Page 1 of 1

Python download script utf-8 UnicodeDecodeError VNP46A1

Posted: Wed Jun 07, 2023 6:44 am America/New_York
by jamieallen59
When using the Python download script from here:

To download a file e.g:

The script fails here:
> return result.decode('utf-8') if isinstance(result, bytes) else result

With the error:
UnicodeDecodeError: 'utf-8' codec can't decode byte 0x89 in position 0: invalid start byte

The underlying curl. I am using Python 3.11.3. This is successful, but seems to return data that isn't decodable:
['curl', '--fail', '-sS', '-L', '-b session', '--get', '', '-H', 'user-agent: tis/download.py_1.0--3.11.3 (main, Apr 7 2023, 21:05:46) [Clang 14.0.0 (clang-1400.0.29.202)]', '-H', 'Authorization: Bearer XXX-TOKEN-XXX']

What I've tried:
- checking the encoding using chardet which returns encoding: 'Windows-1252'. When using 'Windows-1252' to decode, the result is:
"UnicodeDecodeError: 'charmap' codec can't decode byte 0x90 in position 5216: character maps to <undefined> "
This implies multiple types of encoding in the result.
- I've also tried using a less restrictive encoding 'latin-1', but the result of this is simply 'None'.

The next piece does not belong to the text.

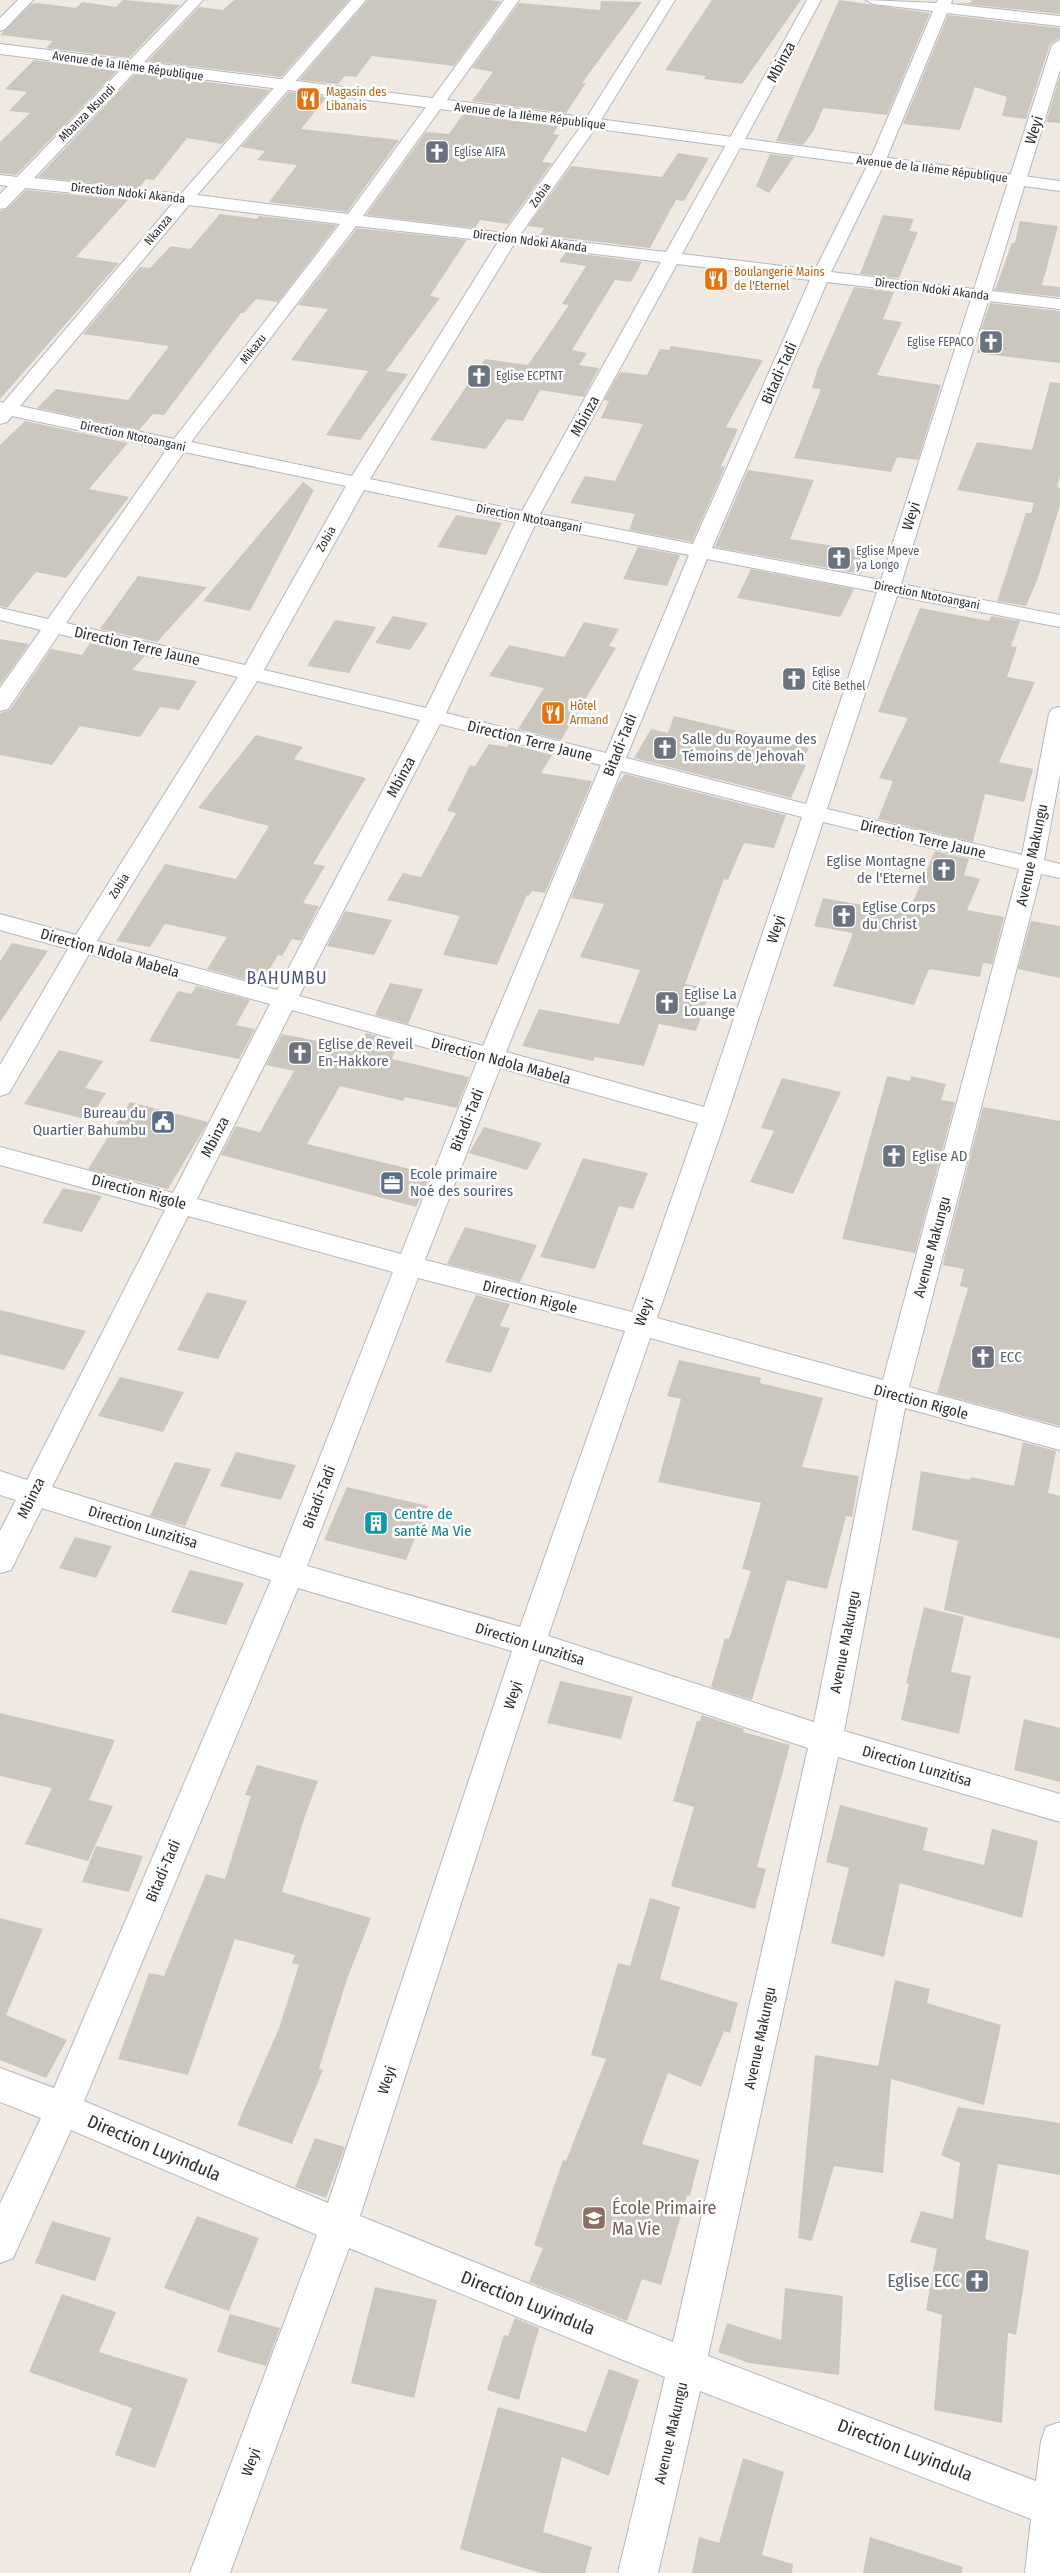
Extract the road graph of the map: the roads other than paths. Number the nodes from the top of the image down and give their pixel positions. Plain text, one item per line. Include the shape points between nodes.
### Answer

I need to download these files for every day of the year for multiple years, so not having a suitable download script is currently slowing/blocking my research.

Re: Python download script utf-8 UnicodeDecodeError VNP46A1

Posted: Wed Jun 07, 2023 11:14 am America/New_York
by LAADS_UserServices_M
The issue is that HDF5 is a binary format, not a text format. There is no text encoding that will work to decode it as text (as you are seeing). The script does also read csv or json files from the web site, to get the directory listings, so it needs to be able to read both text and binary data. Unfortunately, encodings are difficult to detect correctly.

Maybe the best way to handle this is, if the filename ends in .hdf or .h5 or .nc (these are the three data formats used by LAADS data providers) then just return the result as a string of bytes (no encoding).